- _EXERCISE AIM_
Determine how many lines in the listing below contain the word "Bobur", then state that number by itself.
===
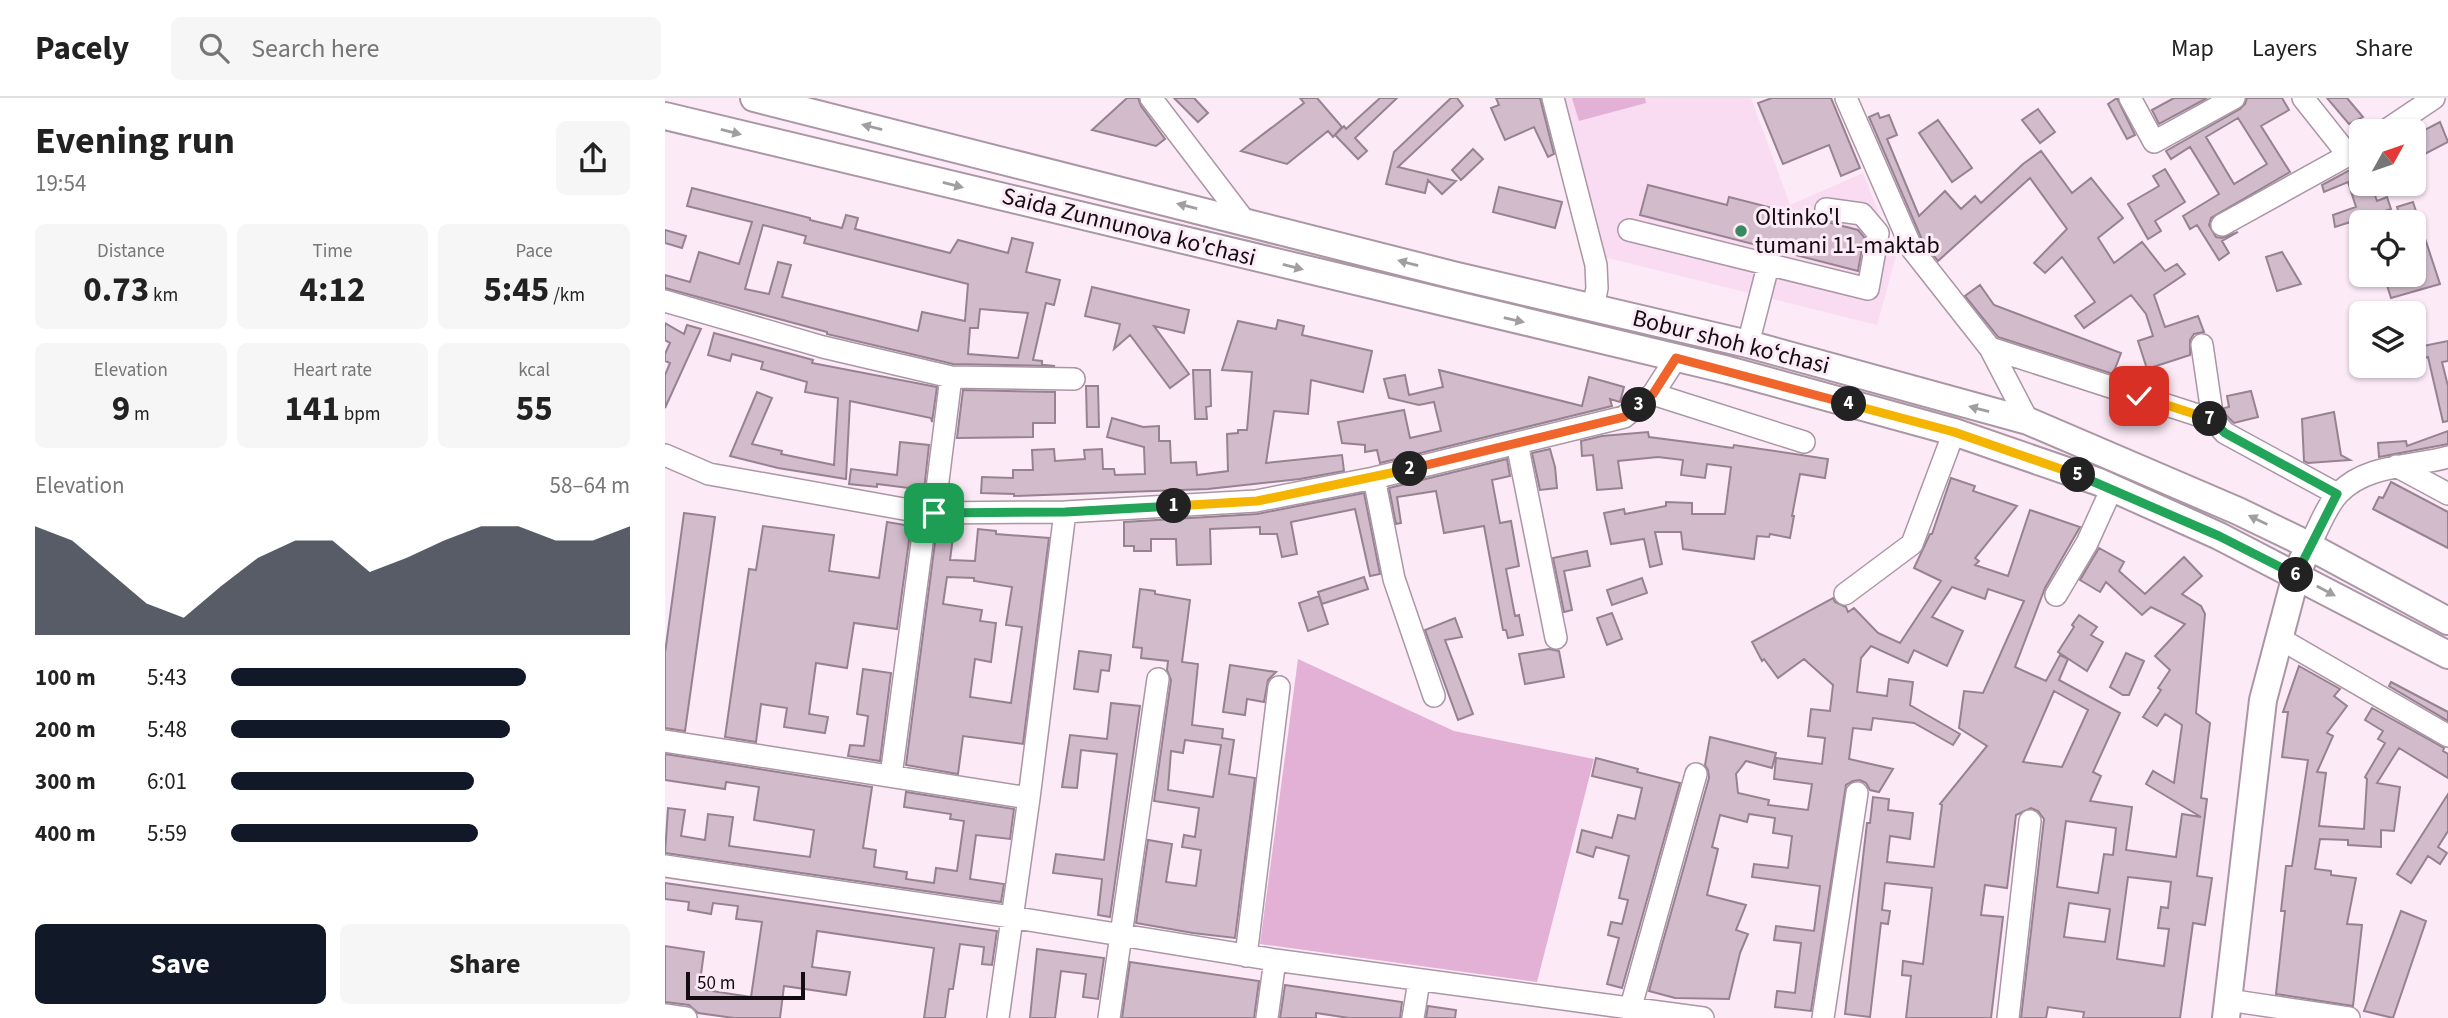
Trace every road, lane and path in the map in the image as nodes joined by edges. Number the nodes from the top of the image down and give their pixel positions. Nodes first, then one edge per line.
1 (754, 98) edge
2 (1151, 98) edge
3 (1553, 98) edge
4 (1846, 98) edge
5 (2130, 98) edge
6 (2234, 98) edge
7 (2303, 98) edge
8 (2434, 98) edge
9 (665, 116) edge
10 (2403, 119) edge
11 (2349, 146) edge
12 (2349, 155) edge
13 (1826, 209) dead end
14 (1244, 220) junction
15 (2222, 225) dead end
16 (1629, 230) dead end
17 (1768, 266) junction
18 (1453, 275) junction
19 (665, 301) edge
20 (1446, 304) junction
21 (1593, 308) junction
22 (1593, 338) joint
23 (1748, 344) junction
24 (2202, 345) dead end
25 (1990, 348) junction
26 (1676, 358) junction
27 (951, 377) junction
28 (1074, 379) dead end
29 (1653, 394) junction
30 (2213, 420) junction
31 (2028, 421) junction
32 (1954, 432) junction
33 (1804, 442) dead end
34 (1517, 443) junction
35 (665, 455) edge
36 (2448, 457) edge
37 (2396, 466) junction
38 (1374, 478) junction
39 (2112, 488) junction
40 (2337, 494) junction
41 (2448, 494) edge
42 (1065, 512) junction
43 (930, 513) junction
44 (2309, 546) junction
45 (2296, 575) junction
46 (1845, 594) dead end
47 (2056, 595) dead end
48 (2448, 621) edge
49 (1556, 638) dead end
50 (2280, 638) junction
51 (2448, 655) edge
52 (1158, 679) dead end
53 (1279, 687) dead end
54 (1434, 696) dead end
55 (2448, 736) edge
56 (665, 741) edge
57 (1696, 774) dead end
58 (891, 776) junction
59 (1857, 793) dead end
60 (1030, 798) junction
61 (2030, 821) dead end
62 (665, 866) edge
63 (1011, 917) junction
64 (1119, 936) junction
65 (1246, 956) junction
66 (1275, 960) junction
67 (1419, 981) junction
68 (1546, 1008) edge
69 (2227, 1009) edge
70 (1630, 1010) junction
71 (665, 1014) edge
72 (687, 1018) edge
73 (998, 1018) edge
74 (1109, 1018) edge
75 (1266, 1018) edge
76 (1413, 1018) edge
77 (1703, 1018) edge
78 (1823, 1018) edge
79 (2008, 1018) edge
80 (2349, 1018) edge

14 -> 1 main road, Saida Zunnunova ko'chasi
2 - 14 street
3 - 21 street
4 - 25 street
5 - 6 street
7 - 11 street
8 - 10 street
9 -> 20 main road, Saida Zunnunova ko'chasi
12 - 15 street
13 - 17 street
18 -> 14 main road, Saida Zunnunova ko'chasi
16 - 17 street
17 - 23 street
18 - 20 main road
18 - 21 main road, Saida Zunnunova ko'chasi
19 - 27 street
20 -> 22 main road, Saida Zunnunova ko'chasi
21 - 23 main road, Bobur shoh koʻchasi
22 - 26 main road, Bobur shoh koʻchasi
31 -> 23 main road, Bobur shoh koʻchasi
24 - 30 street
25 - 30 street
25 - 31 street
26 - 29 street
26 - 32 main road, Bobur shoh koʻchasi
27 - 28 street
27 - 43 street
29 - 33 street
29 - 34 street
30 - 40 street
44 -> 31 main road, Bobur shoh koʻchasi
32 - 39 main road, Bobur shoh koʻchasi
32 - 46 street
34 - 38 street
34 - 49 street
35 - 43 street
36 - 37 street
37 - 40 street
37 - 41 street
38 - 42 street
38 - 54 street
39 - 45 main road, Bobur shoh koʻchasi
39 - 47 street
40 - 44 street
42 - 43 street
42 - 60 street
43 - 58 street
44 - 45 main road
44 - 48 main road, Bobur shoh koʻchasi
45 - 50 main road
45 -> 51 main road, Bobur shoh koʻchasi
50 - 55 street
50 - 69 main road
52 - 64 street
53 - 65 street
56 - 58 street
57 - 70 street
58 - 60 street
59 - 78 street
60 - 63 street
61 - 79 street
62 - 63 street
63 - 64 street
63 - 73 street
64 - 65 street
64 - 74 street
65 - 66 street
66 - 67 street
66 - 75 street
67 - 68 street
67 - 76 street
68 - 70 street
69 - 80 street
70 - 77 street
71 - 72 street

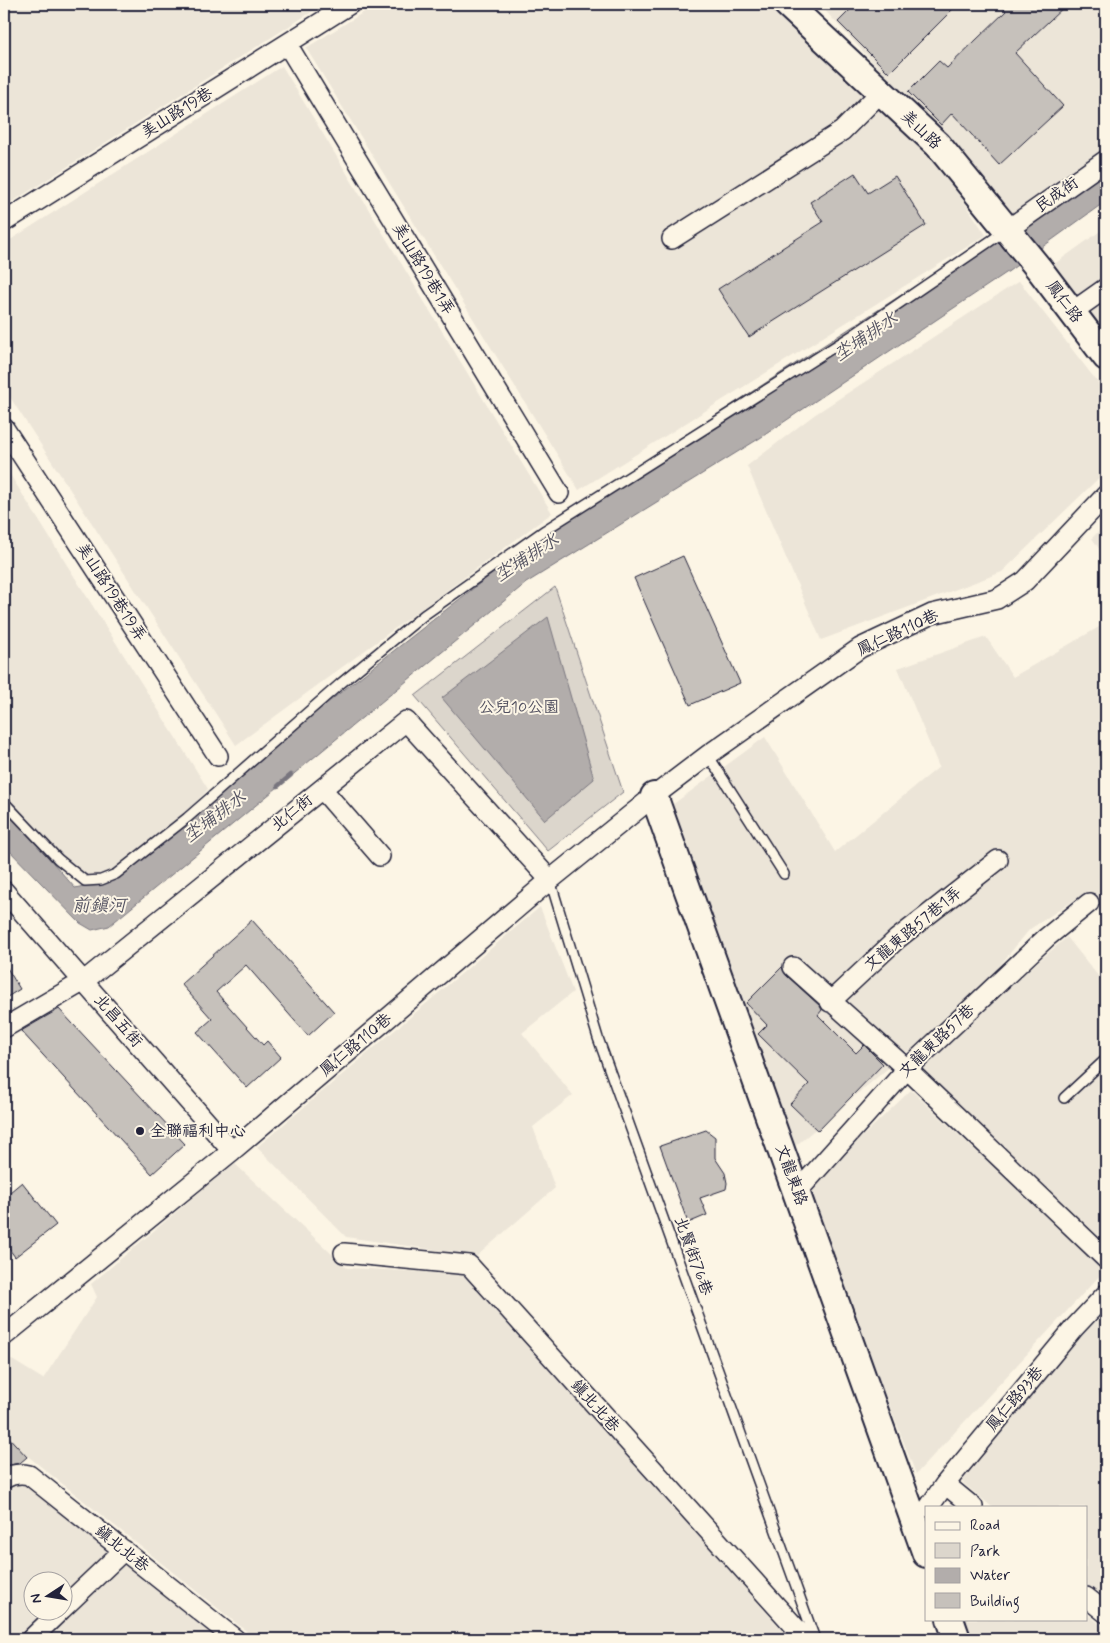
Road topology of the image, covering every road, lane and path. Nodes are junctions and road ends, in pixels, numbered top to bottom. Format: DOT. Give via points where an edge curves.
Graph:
graph roads {
  1 [pos="350,4"];
  2 [pos="787,4"];
  3 [pos="287,44"];
  4 [pos="881,92"];
  5 [pos="1106,160"];
  6 [pos="4,222"];
  7 [pos="1010,233"];
  8 [pos="672,239"];
  9 [pos="1040,270"];
  10 [pos="1106,288"];
  11 [pos="1072,312"];
  12 [pos="1106,357"];
  13 [pos="4,428"];
  14 [pos="558,493"];
  15 [pos="1106,495"];
  16 [pos="708,755"];
  17 [pos="218,756"];
  18 [pos="322,789"];
  19 [pos="654,796"];
  20 [pos="4,802"];
  21 [pos="380,856"];
  22 [pos="998,860"];
  23 [pos="784,874"];
  24 [pos="550,880"];
  25 [pos="4,890"];
  26 [pos="1089,903"];
  27 [pos="793,967"];
  28 [pos="84,981"];
  29 [pos="830,1002"];
  30 [pos="4,1028"];
  31 [pos="1106,1059"];
  32 [pos="906,1069"];
  33 [pos="1064,1098"];
  34 [pos="232,1151"];
  35 [pos="797,1192"];
  36 [pos="344,1253"];
  37 [pos="1106,1259"];
  38 [pos="1106,1294"];
  39 [pos="4,1336"];
  40 [pos="4,1479"];
  41 [pos="944,1484"];
  42 [pos="929,1506"];
  43 [pos="972,1506"];
  44 [pos="924,1514"];
  45 [pos="925,1534"];
  46 [pos="124,1550"];
  47 [pos="1088,1599"];
  48 [pos="72,1600"];
  49 [pos="1106,1613"];
  50 [pos="51,1620"];
  51 [pos="31,1639"];
  52 [pos="235,1639"];
  53 [pos="806,1639"];
  54 [pos="815,1639"];
  1 -- 3 [label="street, 美山路19巷"];
  2 -- 4 [label="street, 美山路"];
  3 -- 6 [label="street, 美山路19巷"];
  3 -- 14 [label="street, 美山路19巷1弄"];
  4 -- 7 [label="street, 美山路" via="938,145"];
  4 -- 8 [label="street" via="842,131"];
  5 -- 7 [label="street, 民成街"];
  7 -- 9 [label="street, 美山路"];
  7 -- 20 [label="lane" via="545,530 424,615 187,818 116,874 101,880 85,881 58,859"];
  9 -- 11 [label="street, 鳳仁路"];
  10 -- 11 [label="street"];
  11 -- 12 [label="street, 鳳仁路"];
  13 -- 17 [label="street, 美山路19巷19弄"];
  15 -- 16 [label="street, 鳳仁路110巷" via="1026,582 997,599 932,614 860,648"];
  16 -- 19 [label="street, 鳳仁路110巷"];
  16 -- 23 [label="lane"];
  18 -- 21 [label="street"];
  18 -- 24 [label="street, 北仁街" via="406,722"];
  18 -- 28 [label="street, 北仁街"];
  19 -- 24 [label="street, 鳳仁路110巷"];
  19 -- 35 [label="street, 文龍東路"];
  22 -- 29 [label="street, 文龍東路57巷1弄" via="896,939"];
  24 -- 34 [label="street, 鳳仁路110巷"];
  24 -- 54 [label="lane, 北賢街76巷" via="598,1038"];
  25 -- 28 [label="street, 北昌五街"];
  26 -- 32 [label="street, 文龍東路57巷" via="1046,938"];
  27 -- 29 [label="street"];
  28 -- 30 [label="street, 北仁街"];
  28 -- 34 [label="street, 北昌五街"];
  29 -- 32 [label="street"];
  31 -- 33 [label="lane"];
  32 -- 35 [label="street, 文龍東路57巷"];
  32 -- 37 [label="street"];
  34 -- 39 [label="street, 鳳仁路110巷"];
  35 -- 44 [label="street, 文龍東路"];
  36 -- 53 [label="street, 鎮北北巷" via="469,1265"];
  38 -- 41 [label="street, 鳳仁路93巷"];
  40 -- 46 [label="street, 鎮北北巷" via="21,1473 29,1475"];
  41 -- 42 [label="street, 鳳仁路93巷"];
  41 -- 43 [label="street"];
  44 -- 45 [label="street, 文龍東路"];
  46 -- 48 [label="street"];
  46 -- 52 [label="street, 鎮北北巷"];
  47 -- 49 [label="street"];
  50 -- 51 [label="street"];
}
===
- _ANSWER TO THE EXERCISE_
9